CIMG0744s-4 ハリー・ポッターの映画で、事件が落着して、校長先生がハリー・ポッターに向って「このことは絶対に秘密で人に漏らしてはならない。ということはすでに全校生徒が知っているということだ。」と言うくだりがある。「フィリピ人に秘密はない」といわれるが、もし皆に伝えてほしかったら「これは絶対秘密だよ」といえば、あっという間にうわさが広がってしまう。これは何もフィリピンに限ったことではなくて、ハリー・ポッターの故郷のイギリスでも同じことなのだ。

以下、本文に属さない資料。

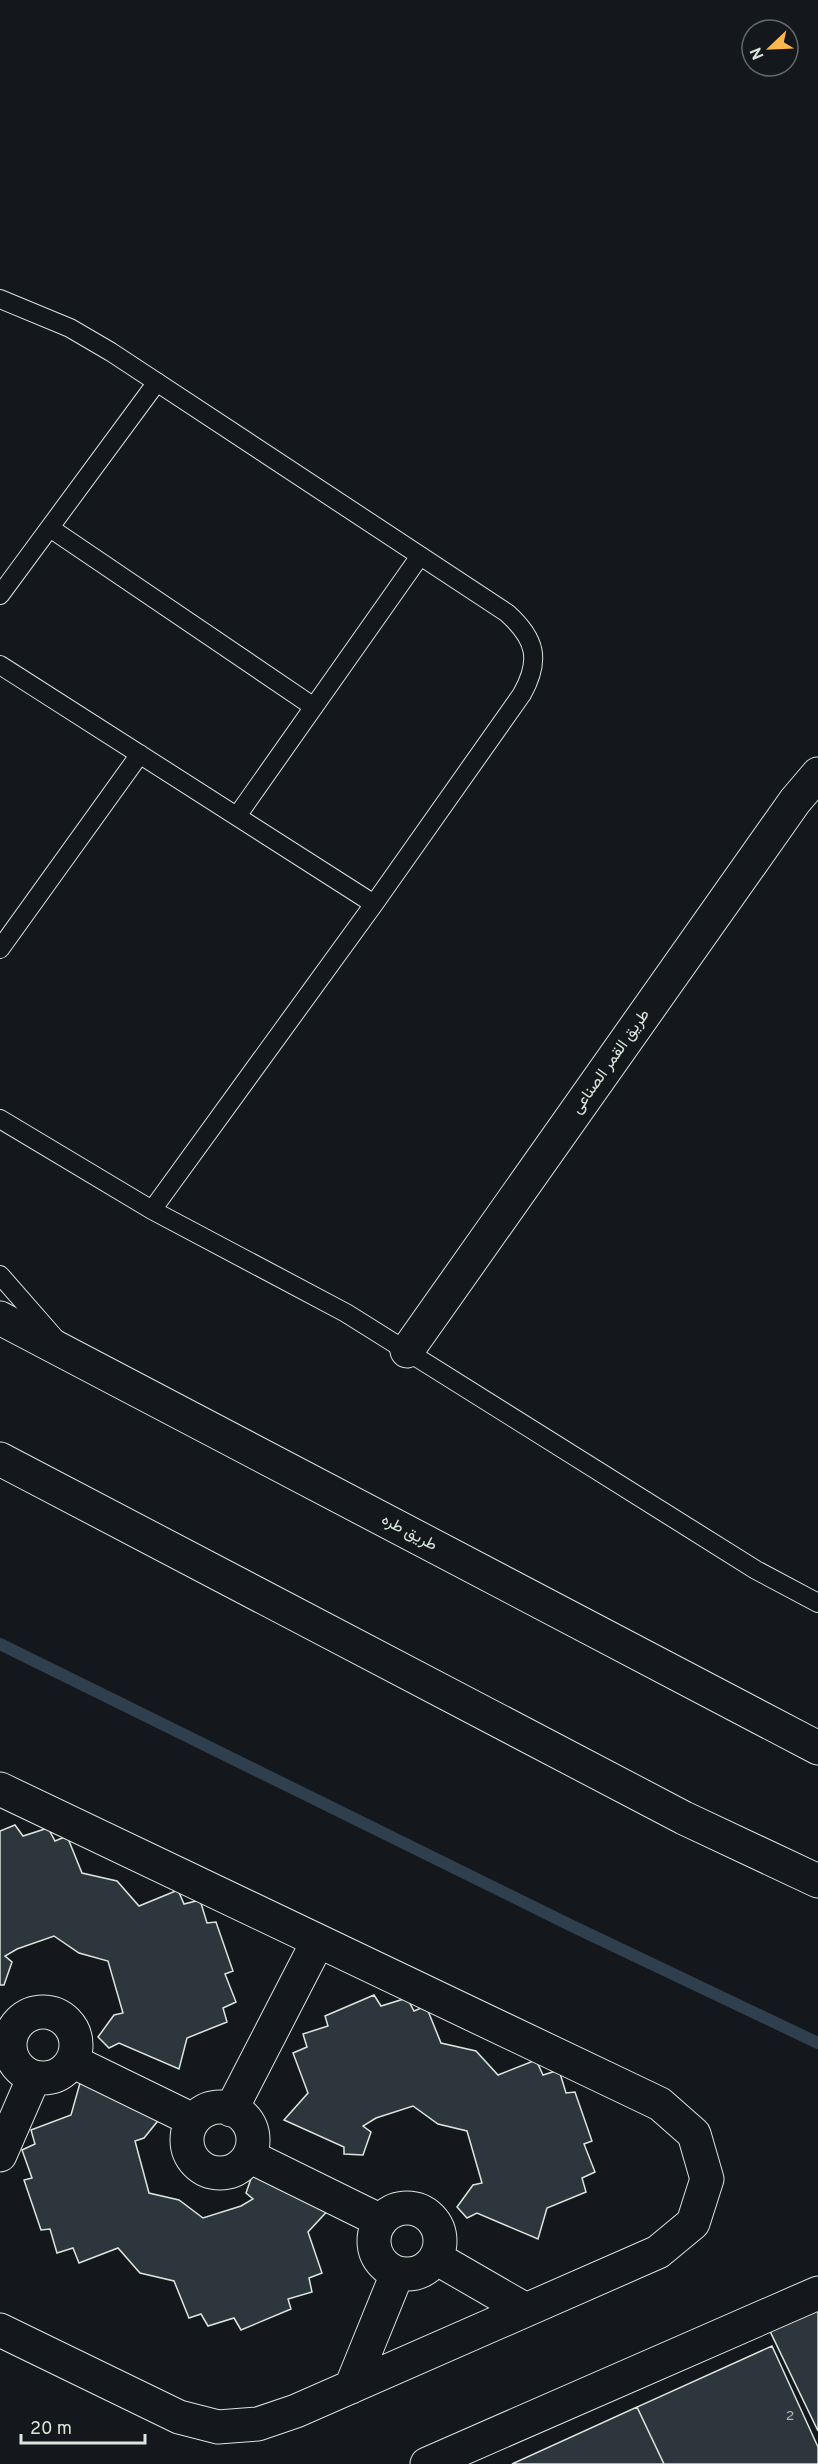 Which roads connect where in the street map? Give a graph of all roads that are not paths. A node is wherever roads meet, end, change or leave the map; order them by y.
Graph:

 フィリピンでは「ハイ」という代わりに、眉毛を吊り上げる動作をする。アメリカの映画を見ていたら、今まで気がつかなかったが、若者がその動作を頻繁にするのだ。さらに、先日、イギリス人を農場に招待し、マッサージ嬢のタンとデバインの家を訪問した際のことだ。そこで80歳は超えているだろうと思われるおじいさんが挨拶に出てきた。おじいさんはイギリス人と握手すると、その手の平を人差し指でこすった。これは、拙著「金なし、コネなし、フィリピン暮らし、84ページ」でも紹介しているが、Hをしようという意味なのだ。この話をイギリス人が仕草で話をしてくれ、大笑いしたが、イギリスでも同じ合図をするようだ。

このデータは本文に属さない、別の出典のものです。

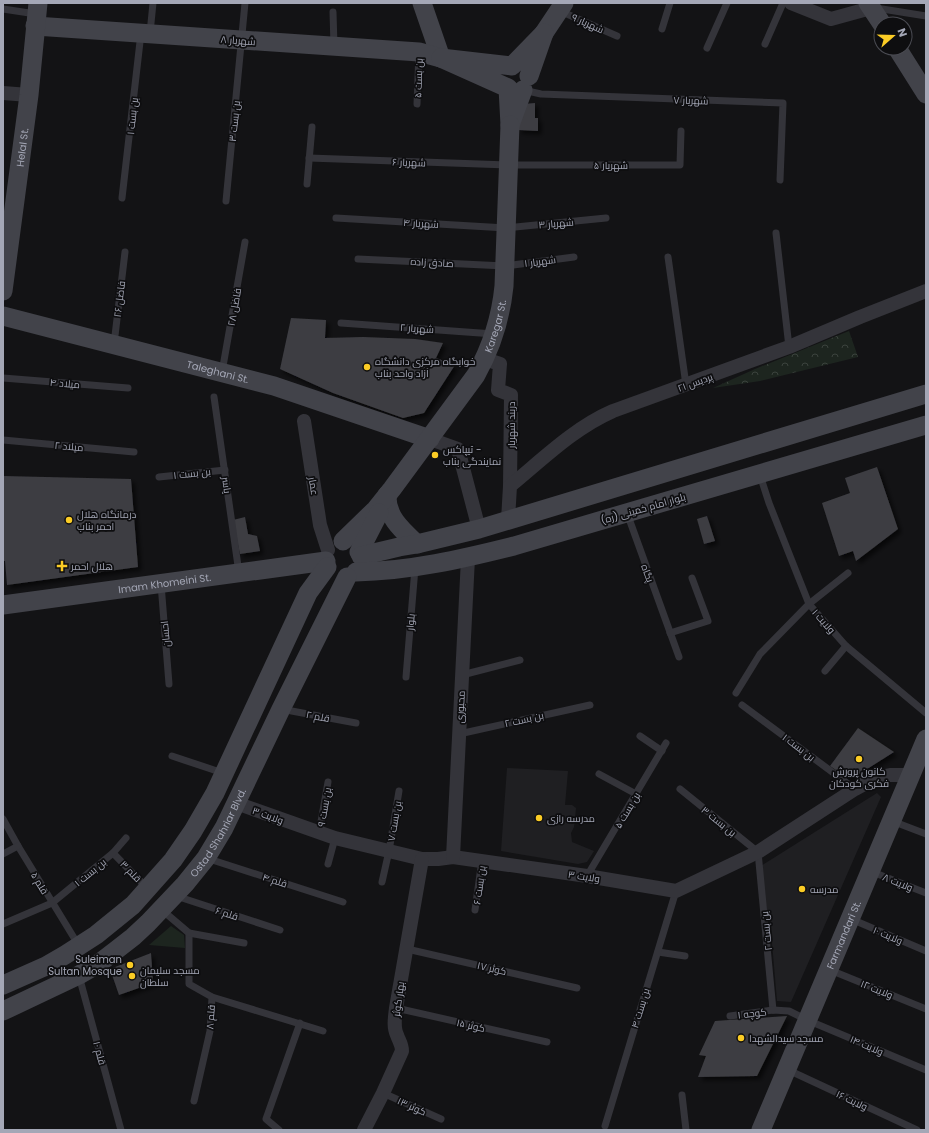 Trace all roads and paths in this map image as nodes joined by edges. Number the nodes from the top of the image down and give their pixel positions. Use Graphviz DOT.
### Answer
graph roads {
  1 [pos="152,3"];
  2 [pos="246,3"];
  3 [pos="422,3"];
  4 [pos="670,3"];
  5 [pos="727,3"];
  6 [pos="783,3"];
  7 [pos="791,3"];
  8 [pos="870,5"];
  9 [pos="561,7"];
  10 [pos="3,9"];
  11 [pos="333,12"];
  12 [pos="36,14"];
  13 [pos="877,16"];
  14 [pos="926,16"];
  15 [pos="662,29"];
  16 [pos="146,33"];
  17 [pos="544,33"];
  18 [pos="616,36"];
  19 [pos="242,40"];
  20 [pos="765,44"];
  21 [pos="334,46"];
  22 [pos="707,48"];
  23 [pos="419,52"];
  24 [pos="902,56"];
  25 [pos="441,58"];
  26 [pos="512,66"];
  27 [pos="520,85"];
  28 [pos="3,93"];
  29 [pos="926,94"];
  30 [pos="29,95"];
  31 [pos="417,104"];
  32 [pos="312,127"];
  33 [pos="681,131"];
  34 [pos="309,158"];
  35 [pos="508,165"];
  36 [pos="780,180"];
  37 [pos="307,184"];
  38 [pos="122,198"];
  39 [pos="226,201"];
  40 [pos="336,218"];
  41 [pos="606,218"];
  42 [pos="506,228"];
  43 [pos="776,233"];
  44 [pos="246,242"];
  45 [pos="125,252"];
  46 [pos="574,257"];
  47 [pos="668,257"];
  48 [pos="358,259"];
  49 [pos="505,266"];
  50 [pos="3,291"];
  51 [pos="926,291"];
  52 [pos="3,316"];
  53 [pos="341,323"];
  54 [pos="494,334"];
  55 [pos="113,345"];
  56 [pos="789,347"];
  57 [pos="485,359"];
  58 [pos="222,372"];
  59 [pos="3,378"];
  60 [pos="686,385"];
  61 [pos="128,388"];
  62 [pos="926,394"];
  63 [pos="214,397"];
  64 [pos="304,421"];
  65 [pos="926,424"];
  66 [pos="430,439"];
  67 [pos="3,440"];
  68 [pos="134,452"];
  69 [pos="225,470"];
  70 [pos="759,474"];
  71 [pos="159,477"];
  72 [pos="510,486"];
  73 [pos="387,495"];
  74 [pos="626,513"];
  75 [pos="508,520"];
  76 [pos="479,529"];
  77 [pos="417,544"];
  78 [pos="331,555"];
  79 [pos="468,558"];
  80 [pos="356,564"];
  81 [pos="288,566"];
  82 [pos="415,568"];
  83 [pos="239,573"];
  84 [pos="848,573"];
  85 [pos="692,578"];
  86 [pos="161,584"];
  87 [pos="308,593"];
  88 [pos="809,604"];
  89 [pos="3,605"];
  90 [pos="670,633"];
  91 [pos="846,646"];
  92 [pos="679,657"];
  93 [pos="520,660"];
  94 [pos="825,671"];
  95 [pos="462,675"];
  96 [pos="406,677"];
  97 [pos="169,684"];
  98 [pos="736,693"];
  99 [pos="590,705"];
  100 [pos="742,705"];
  101 [pos="281,709"];
  102 [pos="926,712"];
  103 [pos="356,723"];
  104 [pos="459,734"];
  105 [pos="640,736"];
  106 [pos="925,742"];
  107 [pos="666,743"];
  108 [pos="662,751"];
  109 [pos="172,756"];
  110 [pos="224,773"];
  111 [pos="599,774"];
  112 [pos="911,775"];
  113 [pos="328,782"];
  114 [pos="855,789"];
  115 [pos="680,790"];
  116 [pos="399,791"];
  117 [pos="215,793"];
  118 [pos="636,794"];
  119 [pos="236,803"];
  120 [pos="3,819"];
  121 [pos="891,821"];
  122 [pos="319,833"];
  123 [pos="926,834"];
  124 [pos="126,838"];
  125 [pos="335,838"];
  126 [pos="18,846"];
  127 [pos="389,852"];
  128 [pos="758,852"];
  129 [pos="113,853"];
  130 [pos="3,854"];
  131 [pos="453,857"];
  132 [pos="206,858"];
  133 [pos="422,859"];
  134 [pos="482,860"];
  135 [pos="328,864"];
  136 [pos="870,871"];
  137 [pos="587,876"];
  138 [pos="382,882"];
  139 [pos="148,889"];
  140 [pos="676,891"];
  141 [pos="926,893"];
  142 [pos="174,896"];
  143 [pos="343,902"];
  144 [pos="52,903"];
  145 [pos="161,910"];
  146 [pos="475,910"];
  147 [pos="850,919"];
  148 [pos="3,924"];
  149 [pos="280,930"];
  150 [pos="189,933"];
  151 [pos="244,943"];
  152 [pos="79,946"];
  153 [pos="407,949"];
  154 [pos="926,951"];
  155 [pos="658,952"];
  156 [pos="685,956"];
  157 [pos="829,969"];
  158 [pos="79,975"];
  159 [pos="3,985"];
  160 [pos="577,988"];
  161 [pos="212,998"];
  162 [pos="396,1008"];
  163 [pos="926,1009"];
  164 [pos="773,1010"];
  165 [pos="3,1011"];
  166 [pos="730,1016"];
  167 [pos="807,1020"];
  168 [pos="300,1023"];
  169 [pos="323,1031"];
  170 [pos="547,1042"];
  171 [pos="786,1069"];
  172 [pos="926,1070"];
  173 [pos="383,1093"];
  174 [pos="682,1095"];
  175 [pos="194,1101"];
  176 [pos="441,1119"];
  177 [pos="605,1126"];
  178 [pos="121,1130"];
  179 [pos="279,1130"];
  180 [pos="364,1130"];
  181 [pos="686,1130"];
  182 [pos="761,1130"];
  183 [pos="918,1130"];
  1 -- 16 [label="lane"];
  2 -- 19 [label="lane"];
  3 -- 25 [label="main road"];
  4 -- 15 [label="lane"];
  5 -- 22 [label="lane"];
  6 -- 20 [label="lane"];
  7 -- 8 [label="street"];
  8 -- 13 [label="main road"];
  8 -- 14 [label="lane"];
  9 -- 17 [label="main road"];
  9 -- 18 [label="lane, شهریار ۹"];
  10 -- 12 [label="lane"];
  11 -- 21 [label="lane"];
  12 -- 16 [label="main road, شهریار ۸"];
  12 -- 30 [label="main road, Helal St."];
  16 -- 19 [label="main road, شهریار ۸"];
  16 -- 38 [label="lane, بن بست ۱"];
  17 -- 26 [label="main road"];
  17 -- 27 [label="main road, Karegar St."];
  19 -- 21 [label="main road, شهریار ۸"];
  19 -- 39 [label="lane, بن بست ۳"];
  21 -- 23 [label="main road, شهریار ۸"];
  23 -- 25 [label="main road, شهریار ۸"];
  23 -- 31 [label="lane, بن بست ۵"];
  24 -- 29 [label="main road"];
  25 -- 26 [label="main road, شهریار ۸"];
  25 -- 27 [label="main road, شهریار ۸"];
  26 -- 27 [label="main road, شهریار ۸"];
  27 -- 35 [label="main road, Karegar St."];
  27 -- 36 [label="lane, شهریار ۷"];
  28 -- 30 [label="street"];
  30 -- 50 [label="main road, Helal St."];
  32 -- 34 [label="lane"];
  33 -- 35 [label="lane, شهریار ۵"];
  34 -- 35 [label="lane, شهریار ۶"];
  34 -- 37 [label="lane"];
  35 -- 42 [label="main road, Karegar St."];
  40 -- 42 [label="lane, شهریار ۴"];
  41 -- 42 [label="lane, شهریار ۳"];
  42 -- 49 [label="main road, Karegar St."];
  43 -- 56 [label="lane"];
  44 -- 58 [label="lane, فاضل ۲۸"];
  45 -- 55 [label="lane, فاضل ۲۶"];
  46 -- 49 [label="lane, شهریار ۱"];
  47 -- 60 [label="lane"];
  48 -- 49 [label="lane, صادق زاده"];
  49 -- 54 [label="main road, Karegar St."];
  51 -- 56 [label="street, پردیس ۲۱"];
  52 -- 55 [label="main road, Taleghani St."];
  53 -- 54 [label="lane, شهریار ۲"];
  54 -- 57 [label="main road, Karegar St."];
  55 -- 58 [label="main road, Taleghani St."];
  56 -- 60 [label="street, پردیس ۲۱"];
  57 -- 66 [label="main road, Karegar St."];
  57 -- 72 [label="street, دربند شهریار"];
  58 -- 66 [label="main road, Taleghani St."];
  59 -- 61 [label="lane, میلاد ۴"];
  60 -- 72 [label="street, پردیس ۲۱"];
  62 -- 75 [label="main road"];
  63 -- 69 [label="lane, یاسر"];
  64 -- 78 [label="street, عمار"];
  65 -- 70 [label="main road, بلوار امام خمینی (ره)"];
  66 -- 73 [label="main road, Karegar St."];
  66 -- 76 [label="street"];
  67 -- 68 [label="lane, میلاد ۲"];
  69 -- 71 [label="lane, بن بست ۱"];
  69 -- 83 [label="lane, یاسر"];
  70 -- 74 [label="main road, بلوار امام خمینی (ره)"];
  70 -- 88 [label="lane, ولایت ۱"];
  72 -- 75 [label="street"];
  73 -- 77 [label="main road"];
  73 -- 78 [label="main road, Ostad Shahriar Blvd."];
  73 -- 80 [label="main road, Ostad Shahriar Blvd."];
  74 -- 79 [label="main road, بلوار امام خمینی (ره)"];
  74 -- 90 [label="lane, پگاه"];
  75 -- 76 [label="main road"];
  76 -- 77 [label="main road"];
  77 -- 80 [label="main road"];
  78 -- 80 [label="main road"];
  78 -- 80 [label="main road"];
  78 -- 81 [label="main road, Imam Khomeini St."];
  78 -- 87 [label="main road, Ostad Shahriar Blvd."];
  79 -- 82 [label="main road, بلوار امام خمینی (ره)"];
  79 -- 95 [label="street, محبوری"];
  80 -- 82 [label="main road, بلوار امام خمینی (ره)"];
  80 -- 101 [label="main road, Ostad Shahriar Blvd."];
  81 -- 83 [label="main road, Imam Khomeini St."];
  81 -- 87 [label="main road"];
  82 -- 96 [label="lane, بلوار"];
  83 -- 86 [label="main road, Imam Khomeini St."];
  84 -- 88 [label="lane"];
  85 -- 90 [label="lane"];
  86 -- 89 [label="main road, Imam Khomeini St."];
  86 -- 97 [label="lane, احسان"];
  87 -- 110 [label="main road, Ostad Shahriar Blvd."];
  88 -- 91 [label="lane, ولایت ۱"];
  88 -- 98 [label="lane"];
  90 -- 92 [label="lane, پگاه"];
  91 -- 94 [label="lane"];
  91 -- 102 [label="lane, ولایت ۱"];
  93 -- 95 [label="lane"];
  95 -- 104 [label="street, محبوری"];
  99 -- 104 [label="lane, بن بست ۲"];
  100 -- 114 [label="lane, بن بست ۱"];
  101 -- 103 [label="lane, قلم ۲"];
  101 -- 119 [label="main road, Ostad Shahriar Blvd."];
  104 -- 131 [label="street, محبوری"];
  105 -- 108 [label="lane"];
  106 -- 112 [label="main road, Farmandari St."];
  107 -- 108 [label="lane, بن بست ۵"];
  108 -- 118 [label="lane, بن بست ۵"];
  109 -- 110 [label="lane"];
  110 -- 117 [label="main road, Ostad Shahriar Blvd."];
  111 -- 118 [label="lane"];
  112 -- 114 [label="street"];
  112 -- 121 [label="main road, Farmandari St."];
  113 -- 122 [label="lane, بن بست ۹"];
  114 -- 128 [label="street"];
  115 -- 128 [label="lane, بن بست ۳"];
  116 -- 127 [label="lane, بن بست ۷"];
  117 -- 119 [label="main road"];
  117 -- 139 [label="main road, Ostad Shahriar Blvd."];
  118 -- 137 [label="lane, بن بست ۵"];
  119 -- 122 [label="street, ولایت ۳"];
  119 -- 132 [label="main road, Ostad Shahriar Blvd."];
  120 -- 126 [label="lane, قلم ۵"];
  121 -- 123 [label="lane"];
  121 -- 136 [label="main road, Farmandari St."];
  122 -- 125 [label="street, ولایت ۳"];
  124 -- 129 [label="lane, بن بست ۱"];
  125 -- 127 [label="street, ولایت ۳"];
  125 -- 135 [label="lane"];
  126 -- 130 [label="lane"];
  126 -- 144 [label="lane, قلم ۵"];
  127 -- 133 [label="street, ولایت ۳"];
  127 -- 138 [label="lane, بن بست ۷"];
  128 -- 140 [label="street"];
  128 -- 164 [label="lane, بن بست ۲"];
  129 -- 139 [label="lane, قلم ۳"];
  129 -- 144 [label="lane, بن بست ۱"];
  131 -- 133 [label="street, ولایت ۳"];
  131 -- 134 [label="street, ولایت ۳"];
  132 -- 142 [label="main road, Ostad Shahriar Blvd."];
  132 -- 143 [label="lane, قلم ۴"];
  133 -- 153 [label="street, بهار کوثر"];
  134 -- 137 [label="street, ولایت ۳"];
  134 -- 146 [label="lane, بن بست ۶"];
  136 -- 141 [label="lane, ولایت ۸"];
  136 -- 147 [label="main road, Farmandari St."];
  137 -- 140 [label="street, ولایت ۳"];
  139 -- 152 [label="main road, Ostad Shahriar Blvd."];
  140 -- 155 [label="lane, بن بست ۴"];
  142 -- 145 [label="main road, Ostad Shahriar Blvd."];
  142 -- 149 [label="lane, قلم ۶"];
  144 -- 148 [label="lane"];
  144 -- 152 [label="lane, قلم ۵"];
  145 -- 150 [label="lane"];
  145 -- 158 [label="main road, Ostad Shahriar Blvd."];
  147 -- 154 [label="lane, ولایت ۱۰"];
  147 -- 157 [label="main road, Farmandari St."];
  150 -- 151 [label="lane"];
  150 -- 161 [label="lane, قلم ۸"];
  152 -- 159 [label="main road, Ostad Shahriar Blvd."];
  153 -- 160 [label="lane, کوثر ۱۷"];
  153 -- 162 [label="street, بهار کوثر"];
  155 -- 156 [label="lane"];
  155 -- 177 [label="lane, بن بست ۴"];
  157 -- 163 [label="lane, ولایت ۱۲"];
  157 -- 167 [label="main road, Farmandari St."];
  158 -- 165 [label="main road, Ostad Shahriar Blvd."];
  158 -- 178 [label="lane, قلم ۱۰"];
  161 -- 168 [label="lane"];
  161 -- 175 [label="lane, قلم ۸"];
  162 -- 170 [label="lane, کوثر ۱۵"];
  162 -- 173 [label="street, بهار کوثر"];
  164 -- 166 [label="lane, کوچه ۱"];
  164 -- 167 [label="lane, کوچه ۱"];
  167 -- 171 [label="main road, Farmandari St."];
  167 -- 172 [label="lane, ولایت ۱۴"];
  168 -- 169 [label="lane"];
  168 -- 179 [label="lane"];
  171 -- 182 [label="main road, Farmandari St."];
  171 -- 183 [label="lane, ولایت ۱۶"];
  173 -- 176 [label="lane, کوثر ۱۳"];
  173 -- 180 [label="street, بهار کوثر"];
  174 -- 181 [label="lane"];
}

 ご承知のように、フィリピンはレディファーストの国だ。エレベーターに乗ったり、先に食卓につくのは女性だ。買い物の荷物を持って歩くのは男性、車のドアを開け閉めするのも男性だ。一方、女性は一家の大黒柱、カカア殿下が当たり前だ。これはフィリピンに限らず、香港、シンガポール、タイなど私の知っている限り各国共通だ。フィリピンは英語圏だから、現在でも欧米の文化がそのまま流れ込んでくる。国民の1割近くが出稼ぎなどで海外暮らしをしているということからも、外国との文化経済交流は活発で、フィリピンは東南アジアにあっても日本よりもはるかにインターナショナルな国なのだ。
(下の写真はポーズを取るパスコのスタッフ。いつもとても明るくて優しい)

CIMG8742s-4 フィリピンは危険な国というが、欧米人は決してそうは思っていない。アメリカや南米諸国、あるいは東南アジアの他の国々と比べてはるかに安全だ。ただ、新聞やテレビに報道されるニュースは悪いことばかりで、決して良いニュースは流れない。だから、日本にいてはフィリピンのことは決してわからないのだ。しかし、日本と比べて安全と言っているわけではない。日本以外の国としては決して取り立てて言うほど危険な国ではないのだ。フィリピンで普通の生活をしている限りて被害に会うことはめったにない。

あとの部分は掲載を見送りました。